Лошадкой оказался тот самый гнедой palefrois, которого они нашли на просеке. Рейневан, предсказаниям лесных колдуний вначале в общем-то не доверявший, теперь глубоко задумался. Шарлей же вскочил на коня и быстро объехал площадь. Демерит проявил очередной талант – управляемый твердой рукой и сильными коленями гнедой шел как по струнке, красиво поднимая ноги и высоко держа голову, а в непринужденно элегантной позе Шарлея даже самый крупный знаток и мастер конной выездки не нашел бы, к чему придраться. Конюхи и кнехты из эскорта захлопали в ладоши. Даже сдержанная Дзержка де Вирсинг причмокнула от восхищения.
– И не знала, – проворчала она, – что это такой кавалькатор[184]. Да, талантов ему не занимать стать.
– Верно.
– А ты, родственник, – повернулась она, – будь поосторожней. Охота идет на гуситских эмиссаров. За чужаками и пришельцами сейчас особо следят и о подозрительных немедля доносят. Потому что кто не доносит, сам подпадает под подозрение. Ты ж мало того что чужой и пришлый, так вдобавок твое имя и род стали известны в Силезии, все больше людей прислушиваются к слову «Белявы». Придумай себе что-нибудь. Назови себя… Хммм… Чтобы имя осталось то же самое, но тебя не путали ни с кем… Пусть будет… Рейнмар фон Хагенау[185].
– Но, – усмехнулся Рейневан, – это же имя известного поэта…
– Не привередничай. Впрочем, времена сейчас трудные. Кто помнит имена поэтов?
Шарлей закончил демонстрацию езды коротким, но энергичным галопом, остановил коня так, что во все стороны прыснул щебень. Подъехал, заставив гнедого так вытанцовывать, что снова вызвал аплодисменты.
– Удалой шельмец, – сказал он, похлопывая жеребца по шее. – И резвый. Еще раз благодарю, Дзержка. И будь здорова.

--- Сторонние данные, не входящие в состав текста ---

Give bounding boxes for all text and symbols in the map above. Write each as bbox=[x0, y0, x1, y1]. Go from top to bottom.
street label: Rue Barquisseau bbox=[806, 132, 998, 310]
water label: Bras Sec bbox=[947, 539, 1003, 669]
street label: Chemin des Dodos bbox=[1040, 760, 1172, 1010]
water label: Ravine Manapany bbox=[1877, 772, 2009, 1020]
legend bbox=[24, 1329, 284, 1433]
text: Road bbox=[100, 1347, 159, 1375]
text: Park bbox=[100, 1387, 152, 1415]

– И вы тоже. Да храни вас Бог.
– До свидания.
– До встречи. И дай Бог, в лучшие времена.
Глава двенадцатая,
в которой Рейневан и Шарлей едят в монастыре бенедиктинцев постный обед в канун святого Исаака, пришедшийся на пятницу. А отобедав, экзерцируют дьявола. С совершенно неожиданным результатом.
Скрытый в лесу монастырь они услышали еще прежде, чем увидели, потому что он вдруг заговорил глубоким, но мелодичным колокольным звоном. Прежде чем звон утих, окруженные стеной строения неожиданно проглянули красными черепицами среди листвы ольх и грабов, глядящихся в зеленую от ряски и полушника зеркальную гладь прудов, лишь временами нарушаемую расходящимися кругами, признаком того, что здесь обитают крупные рыбины. В камышах квакали лягушки, крякали утки, плескались и покрякивали камышницы.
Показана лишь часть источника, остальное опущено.